Defective secretion of maltose- and ribose-binding proteins caused by a truncated periplasmic protein in Escherichia coli.

The secretion in Escherichia coli of a C-terminally truncated periplasmic enzyme from Salmonella typhimurium, the glpQ-encoded glycerolphosphate phosphodiesterase, was studied. Plasmid pRH100, carrying the truncated glpQ gene, directs the synthesis of a 30,000-molecular-weight (30 K) protein that is processed to a mature 27.5 K protein. (The mature wild-type protein is a 38 K protein.) The truncated protein is not released into the periplasm but remains membrane associated, although it becomes protease sensitive after conversion of cells to spheroplasts.

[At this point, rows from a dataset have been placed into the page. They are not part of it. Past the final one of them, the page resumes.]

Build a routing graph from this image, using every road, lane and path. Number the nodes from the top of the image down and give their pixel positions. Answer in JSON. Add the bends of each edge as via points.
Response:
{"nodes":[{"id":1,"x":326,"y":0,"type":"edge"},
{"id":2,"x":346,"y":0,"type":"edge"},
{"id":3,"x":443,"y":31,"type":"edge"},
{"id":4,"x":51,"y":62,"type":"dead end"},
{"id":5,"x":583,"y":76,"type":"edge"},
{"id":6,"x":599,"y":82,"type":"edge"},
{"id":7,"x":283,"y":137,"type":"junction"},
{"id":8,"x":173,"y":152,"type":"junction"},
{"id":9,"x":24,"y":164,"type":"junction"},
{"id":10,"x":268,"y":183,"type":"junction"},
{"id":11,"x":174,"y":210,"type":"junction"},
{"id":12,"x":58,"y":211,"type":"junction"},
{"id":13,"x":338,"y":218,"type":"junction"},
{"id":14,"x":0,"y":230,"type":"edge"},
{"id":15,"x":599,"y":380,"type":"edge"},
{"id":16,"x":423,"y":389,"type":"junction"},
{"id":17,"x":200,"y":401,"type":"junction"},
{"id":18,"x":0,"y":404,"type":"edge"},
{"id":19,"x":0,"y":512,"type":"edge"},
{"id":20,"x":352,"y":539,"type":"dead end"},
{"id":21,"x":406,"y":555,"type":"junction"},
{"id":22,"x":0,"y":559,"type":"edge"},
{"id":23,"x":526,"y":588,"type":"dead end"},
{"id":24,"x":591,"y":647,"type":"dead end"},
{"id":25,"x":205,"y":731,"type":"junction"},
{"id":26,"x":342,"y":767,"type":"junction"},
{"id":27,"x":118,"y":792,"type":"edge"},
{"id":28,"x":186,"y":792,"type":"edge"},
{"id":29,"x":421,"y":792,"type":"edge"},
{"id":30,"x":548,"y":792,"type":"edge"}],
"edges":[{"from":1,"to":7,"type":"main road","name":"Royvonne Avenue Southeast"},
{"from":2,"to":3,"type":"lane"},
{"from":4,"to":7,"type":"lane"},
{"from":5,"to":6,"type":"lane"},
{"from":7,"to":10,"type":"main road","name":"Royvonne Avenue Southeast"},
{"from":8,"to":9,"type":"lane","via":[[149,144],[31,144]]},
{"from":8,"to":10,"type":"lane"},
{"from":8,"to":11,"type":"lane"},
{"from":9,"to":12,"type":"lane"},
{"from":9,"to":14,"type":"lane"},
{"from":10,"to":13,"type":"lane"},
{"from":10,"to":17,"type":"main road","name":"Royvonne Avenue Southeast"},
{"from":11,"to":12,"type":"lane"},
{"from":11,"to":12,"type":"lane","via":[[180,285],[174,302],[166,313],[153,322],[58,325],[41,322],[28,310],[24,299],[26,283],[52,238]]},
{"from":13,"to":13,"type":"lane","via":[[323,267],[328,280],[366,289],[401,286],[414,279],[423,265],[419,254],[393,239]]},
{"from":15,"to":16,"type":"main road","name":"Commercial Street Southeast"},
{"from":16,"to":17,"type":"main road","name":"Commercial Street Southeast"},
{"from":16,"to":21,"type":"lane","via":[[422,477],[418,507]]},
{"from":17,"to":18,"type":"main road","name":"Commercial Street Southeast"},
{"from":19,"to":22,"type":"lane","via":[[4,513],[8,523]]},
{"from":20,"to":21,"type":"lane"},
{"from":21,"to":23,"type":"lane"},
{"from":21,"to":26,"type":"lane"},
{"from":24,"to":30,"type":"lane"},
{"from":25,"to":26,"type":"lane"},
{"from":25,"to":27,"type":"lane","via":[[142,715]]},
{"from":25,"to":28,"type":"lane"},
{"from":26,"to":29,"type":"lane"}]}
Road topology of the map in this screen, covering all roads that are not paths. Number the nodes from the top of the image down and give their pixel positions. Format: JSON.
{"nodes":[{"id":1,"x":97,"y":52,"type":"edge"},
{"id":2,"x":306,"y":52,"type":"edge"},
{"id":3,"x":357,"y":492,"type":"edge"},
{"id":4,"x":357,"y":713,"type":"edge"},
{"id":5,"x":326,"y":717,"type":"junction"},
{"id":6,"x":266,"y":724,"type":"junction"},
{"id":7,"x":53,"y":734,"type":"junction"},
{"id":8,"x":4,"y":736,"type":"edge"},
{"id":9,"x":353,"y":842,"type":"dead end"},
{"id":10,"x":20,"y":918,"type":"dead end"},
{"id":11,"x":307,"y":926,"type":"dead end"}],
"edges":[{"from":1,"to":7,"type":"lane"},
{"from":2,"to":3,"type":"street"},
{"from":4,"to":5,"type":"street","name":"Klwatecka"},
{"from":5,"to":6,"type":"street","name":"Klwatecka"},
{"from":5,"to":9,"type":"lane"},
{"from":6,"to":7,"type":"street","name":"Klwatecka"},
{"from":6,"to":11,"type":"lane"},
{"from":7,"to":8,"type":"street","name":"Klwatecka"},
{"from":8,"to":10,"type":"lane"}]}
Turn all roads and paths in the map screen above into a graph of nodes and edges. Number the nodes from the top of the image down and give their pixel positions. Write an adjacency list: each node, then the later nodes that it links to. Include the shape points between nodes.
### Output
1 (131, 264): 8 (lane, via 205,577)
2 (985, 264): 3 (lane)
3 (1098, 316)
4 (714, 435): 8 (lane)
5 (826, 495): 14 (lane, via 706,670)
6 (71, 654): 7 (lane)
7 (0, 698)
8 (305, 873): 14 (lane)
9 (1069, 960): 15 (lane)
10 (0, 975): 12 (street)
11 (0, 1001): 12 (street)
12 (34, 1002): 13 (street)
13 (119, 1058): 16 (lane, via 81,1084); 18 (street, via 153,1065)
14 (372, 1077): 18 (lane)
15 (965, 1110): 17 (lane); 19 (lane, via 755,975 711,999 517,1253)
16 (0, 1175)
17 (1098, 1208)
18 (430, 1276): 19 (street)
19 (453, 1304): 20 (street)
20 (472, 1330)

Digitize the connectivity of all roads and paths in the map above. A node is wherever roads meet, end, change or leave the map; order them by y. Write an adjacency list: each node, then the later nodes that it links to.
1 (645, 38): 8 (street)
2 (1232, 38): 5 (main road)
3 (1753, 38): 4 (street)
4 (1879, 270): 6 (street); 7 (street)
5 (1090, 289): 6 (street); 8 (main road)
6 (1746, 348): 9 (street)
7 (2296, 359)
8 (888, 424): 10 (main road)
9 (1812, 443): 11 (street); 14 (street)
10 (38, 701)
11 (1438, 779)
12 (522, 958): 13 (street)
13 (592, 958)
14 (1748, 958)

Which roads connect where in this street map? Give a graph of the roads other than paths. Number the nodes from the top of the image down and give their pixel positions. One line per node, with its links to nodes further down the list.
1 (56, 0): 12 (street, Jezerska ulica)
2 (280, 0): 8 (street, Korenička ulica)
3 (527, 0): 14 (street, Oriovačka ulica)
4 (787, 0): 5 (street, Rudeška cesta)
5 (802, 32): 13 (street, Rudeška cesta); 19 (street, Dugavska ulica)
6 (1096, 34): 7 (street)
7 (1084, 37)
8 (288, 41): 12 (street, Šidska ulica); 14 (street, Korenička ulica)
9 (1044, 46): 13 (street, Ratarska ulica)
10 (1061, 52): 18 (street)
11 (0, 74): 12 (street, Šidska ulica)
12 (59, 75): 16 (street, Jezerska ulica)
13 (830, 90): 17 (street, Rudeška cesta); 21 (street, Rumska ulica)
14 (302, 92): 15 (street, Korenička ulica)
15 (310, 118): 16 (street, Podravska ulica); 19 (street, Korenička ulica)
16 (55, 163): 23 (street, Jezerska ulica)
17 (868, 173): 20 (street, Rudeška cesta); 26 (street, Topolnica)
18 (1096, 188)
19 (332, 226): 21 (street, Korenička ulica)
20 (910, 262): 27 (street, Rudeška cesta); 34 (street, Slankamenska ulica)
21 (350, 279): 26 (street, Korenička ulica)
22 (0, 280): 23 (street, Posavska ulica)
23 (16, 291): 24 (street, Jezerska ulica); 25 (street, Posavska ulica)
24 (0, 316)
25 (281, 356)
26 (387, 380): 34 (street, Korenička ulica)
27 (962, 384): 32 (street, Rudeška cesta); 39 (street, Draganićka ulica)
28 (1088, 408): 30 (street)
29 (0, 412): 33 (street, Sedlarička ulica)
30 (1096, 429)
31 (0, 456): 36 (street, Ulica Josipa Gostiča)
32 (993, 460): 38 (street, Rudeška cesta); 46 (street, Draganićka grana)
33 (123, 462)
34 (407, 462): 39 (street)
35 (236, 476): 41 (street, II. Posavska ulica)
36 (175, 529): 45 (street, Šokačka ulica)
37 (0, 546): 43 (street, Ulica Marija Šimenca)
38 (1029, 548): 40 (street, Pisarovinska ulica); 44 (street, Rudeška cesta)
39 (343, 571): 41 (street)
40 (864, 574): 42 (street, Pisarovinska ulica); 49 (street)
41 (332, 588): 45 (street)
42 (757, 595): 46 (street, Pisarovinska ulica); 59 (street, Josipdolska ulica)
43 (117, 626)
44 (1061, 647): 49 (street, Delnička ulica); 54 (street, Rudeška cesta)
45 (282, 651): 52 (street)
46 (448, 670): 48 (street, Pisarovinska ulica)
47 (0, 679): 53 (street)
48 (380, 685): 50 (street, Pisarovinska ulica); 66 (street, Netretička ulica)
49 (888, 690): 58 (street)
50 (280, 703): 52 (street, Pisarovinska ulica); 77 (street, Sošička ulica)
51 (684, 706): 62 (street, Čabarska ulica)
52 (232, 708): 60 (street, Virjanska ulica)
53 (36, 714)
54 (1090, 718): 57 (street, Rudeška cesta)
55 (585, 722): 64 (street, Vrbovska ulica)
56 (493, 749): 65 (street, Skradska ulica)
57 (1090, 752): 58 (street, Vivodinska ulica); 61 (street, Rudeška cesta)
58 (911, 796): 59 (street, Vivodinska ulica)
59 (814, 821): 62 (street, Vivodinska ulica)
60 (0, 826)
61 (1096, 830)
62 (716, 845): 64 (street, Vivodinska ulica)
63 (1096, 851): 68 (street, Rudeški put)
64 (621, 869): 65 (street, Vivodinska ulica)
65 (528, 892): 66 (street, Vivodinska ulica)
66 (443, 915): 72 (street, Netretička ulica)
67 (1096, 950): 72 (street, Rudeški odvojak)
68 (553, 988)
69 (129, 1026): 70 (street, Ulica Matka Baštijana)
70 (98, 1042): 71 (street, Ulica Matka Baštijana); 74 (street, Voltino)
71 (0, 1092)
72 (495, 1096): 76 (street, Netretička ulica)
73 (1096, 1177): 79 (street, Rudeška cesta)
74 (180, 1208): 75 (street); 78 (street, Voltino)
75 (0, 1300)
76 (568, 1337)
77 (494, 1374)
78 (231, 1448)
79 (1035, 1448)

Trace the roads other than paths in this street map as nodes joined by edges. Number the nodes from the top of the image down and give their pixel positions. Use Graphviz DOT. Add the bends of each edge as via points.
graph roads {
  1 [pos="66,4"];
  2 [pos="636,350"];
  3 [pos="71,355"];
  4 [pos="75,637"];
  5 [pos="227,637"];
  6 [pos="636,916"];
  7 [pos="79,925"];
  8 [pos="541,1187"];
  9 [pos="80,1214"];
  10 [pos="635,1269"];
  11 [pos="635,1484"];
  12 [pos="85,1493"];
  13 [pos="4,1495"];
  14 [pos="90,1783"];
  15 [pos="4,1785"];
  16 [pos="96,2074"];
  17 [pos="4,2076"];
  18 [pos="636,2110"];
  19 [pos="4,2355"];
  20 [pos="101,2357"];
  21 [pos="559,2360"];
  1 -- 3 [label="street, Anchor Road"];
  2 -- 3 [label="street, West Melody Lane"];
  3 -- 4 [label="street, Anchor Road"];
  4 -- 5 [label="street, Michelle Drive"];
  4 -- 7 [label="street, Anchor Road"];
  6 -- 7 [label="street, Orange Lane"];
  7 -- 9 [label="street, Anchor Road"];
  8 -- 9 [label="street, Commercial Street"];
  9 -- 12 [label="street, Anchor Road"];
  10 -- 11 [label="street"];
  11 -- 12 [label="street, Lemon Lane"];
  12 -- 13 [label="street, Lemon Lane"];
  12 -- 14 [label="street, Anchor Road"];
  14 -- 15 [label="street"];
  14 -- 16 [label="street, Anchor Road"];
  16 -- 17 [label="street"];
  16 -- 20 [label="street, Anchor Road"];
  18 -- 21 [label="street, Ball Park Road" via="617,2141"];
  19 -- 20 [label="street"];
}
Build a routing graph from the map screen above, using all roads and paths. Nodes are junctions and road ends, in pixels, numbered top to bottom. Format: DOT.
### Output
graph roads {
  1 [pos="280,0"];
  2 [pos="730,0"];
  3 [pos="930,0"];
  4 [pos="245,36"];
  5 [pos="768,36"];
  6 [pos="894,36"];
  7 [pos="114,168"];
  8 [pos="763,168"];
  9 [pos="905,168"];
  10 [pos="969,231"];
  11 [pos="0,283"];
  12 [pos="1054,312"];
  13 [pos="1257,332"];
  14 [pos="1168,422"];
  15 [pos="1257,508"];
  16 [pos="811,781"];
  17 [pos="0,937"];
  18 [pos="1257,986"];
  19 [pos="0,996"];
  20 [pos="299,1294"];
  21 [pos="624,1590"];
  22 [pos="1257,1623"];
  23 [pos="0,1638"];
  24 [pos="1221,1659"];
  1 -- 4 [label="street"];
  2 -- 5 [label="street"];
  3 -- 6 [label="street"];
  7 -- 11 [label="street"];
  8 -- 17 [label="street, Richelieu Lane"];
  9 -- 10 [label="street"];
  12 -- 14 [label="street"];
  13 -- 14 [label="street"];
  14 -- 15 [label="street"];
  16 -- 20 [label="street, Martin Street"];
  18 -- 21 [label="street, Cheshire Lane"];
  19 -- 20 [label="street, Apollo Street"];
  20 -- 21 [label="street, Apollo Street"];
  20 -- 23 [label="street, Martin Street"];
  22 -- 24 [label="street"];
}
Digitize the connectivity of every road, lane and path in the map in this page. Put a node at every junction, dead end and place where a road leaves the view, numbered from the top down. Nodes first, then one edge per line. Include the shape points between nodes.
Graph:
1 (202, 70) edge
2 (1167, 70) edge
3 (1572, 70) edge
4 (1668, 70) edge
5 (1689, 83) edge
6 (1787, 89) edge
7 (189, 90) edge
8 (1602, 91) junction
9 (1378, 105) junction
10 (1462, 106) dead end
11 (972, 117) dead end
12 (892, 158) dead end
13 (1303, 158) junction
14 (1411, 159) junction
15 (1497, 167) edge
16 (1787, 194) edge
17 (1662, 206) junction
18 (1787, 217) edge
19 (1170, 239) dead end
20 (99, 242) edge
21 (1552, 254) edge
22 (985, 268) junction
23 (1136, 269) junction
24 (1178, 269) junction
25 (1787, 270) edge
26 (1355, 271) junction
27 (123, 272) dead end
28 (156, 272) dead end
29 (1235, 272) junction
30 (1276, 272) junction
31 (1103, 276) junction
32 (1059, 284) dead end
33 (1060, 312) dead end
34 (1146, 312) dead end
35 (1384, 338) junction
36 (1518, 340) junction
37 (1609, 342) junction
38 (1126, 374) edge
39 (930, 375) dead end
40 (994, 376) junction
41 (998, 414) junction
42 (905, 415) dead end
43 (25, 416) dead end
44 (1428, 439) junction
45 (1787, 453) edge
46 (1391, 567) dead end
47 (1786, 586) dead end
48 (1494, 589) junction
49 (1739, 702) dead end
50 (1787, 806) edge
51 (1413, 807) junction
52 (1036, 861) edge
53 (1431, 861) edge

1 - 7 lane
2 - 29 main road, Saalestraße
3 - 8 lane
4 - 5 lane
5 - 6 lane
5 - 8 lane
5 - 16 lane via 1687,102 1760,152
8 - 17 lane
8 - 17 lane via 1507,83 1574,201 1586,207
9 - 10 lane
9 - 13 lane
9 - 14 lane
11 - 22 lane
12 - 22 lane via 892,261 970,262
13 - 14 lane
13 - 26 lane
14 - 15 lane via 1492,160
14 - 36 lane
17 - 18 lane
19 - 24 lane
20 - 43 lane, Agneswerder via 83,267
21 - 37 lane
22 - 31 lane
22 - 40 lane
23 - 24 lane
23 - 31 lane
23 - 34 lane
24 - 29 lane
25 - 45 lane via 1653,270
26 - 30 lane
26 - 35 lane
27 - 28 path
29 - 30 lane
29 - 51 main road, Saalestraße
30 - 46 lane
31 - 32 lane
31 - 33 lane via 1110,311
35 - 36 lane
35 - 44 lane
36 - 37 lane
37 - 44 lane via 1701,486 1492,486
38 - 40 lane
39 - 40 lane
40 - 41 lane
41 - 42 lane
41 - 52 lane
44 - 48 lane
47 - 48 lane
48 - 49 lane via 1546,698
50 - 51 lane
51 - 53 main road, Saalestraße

The presence of pRH100 strongly reduces the amount of some other proteins in the periplasm, including the maltose- and ribose-binding proteins. The reduction does not occur at the level of transcription or early translation, as shown by lacZ fusions to the gene coding for the structural gene of the maltose-binding protein. Outer membrane proteins are not affected. A hydroxylamine-induced mutation in the sequence of glpQ corresponding to the mature polypeptide overcomes the inhibitory effect of pRH100. The mutated gene no longer directs the synthesis of the 30/27.5 K protein but directs that of a new 19 K protein which is not membrane bound. We propose that sorting signals in the mature GIpQ protein are necessary for effective translocation to the periplasm and that the C-terminal third of the protein is essential for release into the periplasm.